[Startup Bharat] Gangtok-based educational travel startup Invacations aims for ‘inclusive India'
Most often than not, Northeast India tends to be sectioned off as disparate from India. Edtech entrepreneur Dewaker Baset, 36, felt the same way about his home state, Sikkim.
“Years back, the Ministry of Tourism, Government of India, ran an interesting yet intriguing ad that said ‘India and its Northeast.’ The latter half of the ad brought out a distinct exclusiveness to the idea of the Northeast,” Dewaker says.
He realised that “some sort of bridging” was required to connect the Northeast with the rest of India. And that’s how the seed of Invacations was planted.
Based out of Sikkim’s capital city, Gangtok, Invacations is an educational travel startup that connects students from institutes across the country with Northeast India, and vice-versa.
“We have endeavoured to work with educational institutes and young minds with the aim that students from mainland India and Northeast understand each other better and progress towards the idea of an inclusive India,” Dewaker says.
Invacations was registered as an entity six months back, and has obtained a trade licence from the Government of India.
The Eureka moment
Dewaker is a journalism graduate from Bangalore University and has previously worked as an editor at a pharmaceutical magazine. He has over 10 years of experience as an educational entrepreneur. In 2009, he founded collaborative edtech company 24hours Inspired.

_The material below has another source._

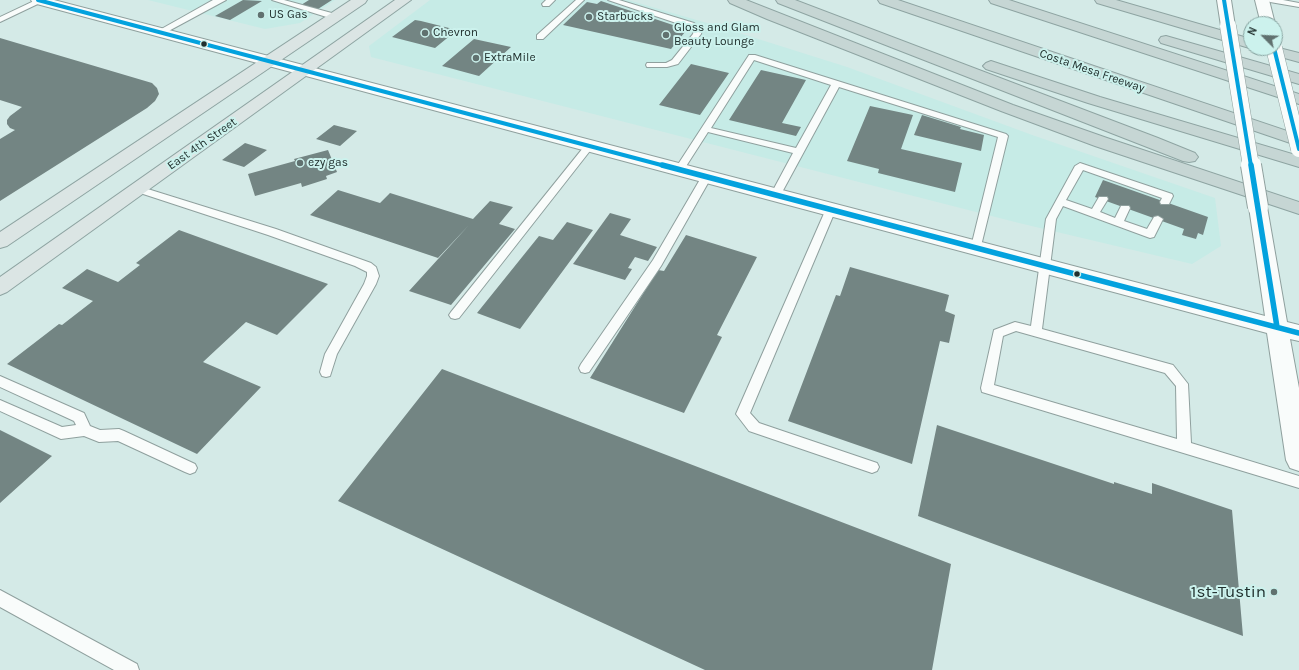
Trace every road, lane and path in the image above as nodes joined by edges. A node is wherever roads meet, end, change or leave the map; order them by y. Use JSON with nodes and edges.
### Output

At his previous startup, Dewaker would engage in a student exposure platform called ‘Connecting Champions’. As a part of the annual programme, 24hours Inspired would take meritorious students from government and private schools across Sikkim, to different parts of the country for student exposure trips.
In July 2019, Dewaker stepped down from 24hours Inspired and started Invacations. He self-funded the startup with an initial investment of Rs 2.5 lakh.
The startup currently has five employees and intends to grow to 30 by the end of this financial year.
Education through travel
“Being in the hospitality and education space, we have integrated travel and learning,” Dewaker says.
However, the journey was not a cakewalk.
Located in one corner of the country, it was initially difficult for the founder to connect with newer educational institutes and explain the model to them.
“In the last six months, we have broken much ice and are roaring to grow in the next fiscal year,” he says.
Invacations targets educational institutes for its clients. It acquired its first clients through word of mouth. In the last six months, the startup has engaged with more than 35 educational institutes across the country, and conducted trips in Sikkim, Gujarat, Kerala, Orissa, and West Bengal.
It provides customised itinerary development, end-to-end logistical and hospitality support, and customised games and activities. The price charged for each student varies from package to package, but the average cost is Rs 10,000 to Rs 12,000 per student, for a five-day trip.
“We provide value-added services through experiential learning interventions to students from schools and colleges,” Dewaker says.
Invacations offers both “negotiable and non-negotiable activities” during the trips. Non-negotiable activities include cross-cultural sensitisation. Negotiable ones are cultural and learning activities.
During a recent trip to Orissa, students indulged in beach-cleaning activities. Similarly, on another trip, botany students from Assam were taken to Botany Research Centre in Sikkim for a learning intervention.
Since inception, Invacations has been able to break the Rs 50 lakh mark and aims to touch Rs 2.5 crore in the next one year.
According to Dewaker, operational profits are between 15 and 18 percent.
“Currently, we are pumping back all investments into the entity. In the next three years, we intend to scale and then go to the market for further expansions,” Dewaker says.
The travel market
The Indian tourism and hospitality industry has emerged as one of the key drivers of growth among the service sector in India. According to World Economic Forum, India ranked 34th in the Travel and Tourism Competitiveness Report.
IBEF says the direct contribution of tourism and hospitality to GDP is expected to rise from $ 76.65 billion in 2017 to $148.20 billion in 2027.
However, educational tourism is a relatively new concept in India.
Players like Varnaaz Technologies and TheModernClassroom specialise in educational travels and creating unique learning experiences for students. There are also plenty of tour operators based out of the Northeast, who focus on packages for clients.
However, what sets Invacations apart is its focus on educational institutes.
“We are single-mindedly focused on value-adding student exposure trips to the Northeast. We provide students with cultural exposure, heightening the experience,” Dewaker says.
“Most students who travel to Sikkim and the Northeast say that they did not know how beautiful this part of their country is and that there were so many myths that were busted. That’s the biggest kick for us. Even if we succeed 10 percent in this journey, we would have accomplished our mission,” Dewaker says.
Invacations is now in talks with state governments for a teacher engagement programme.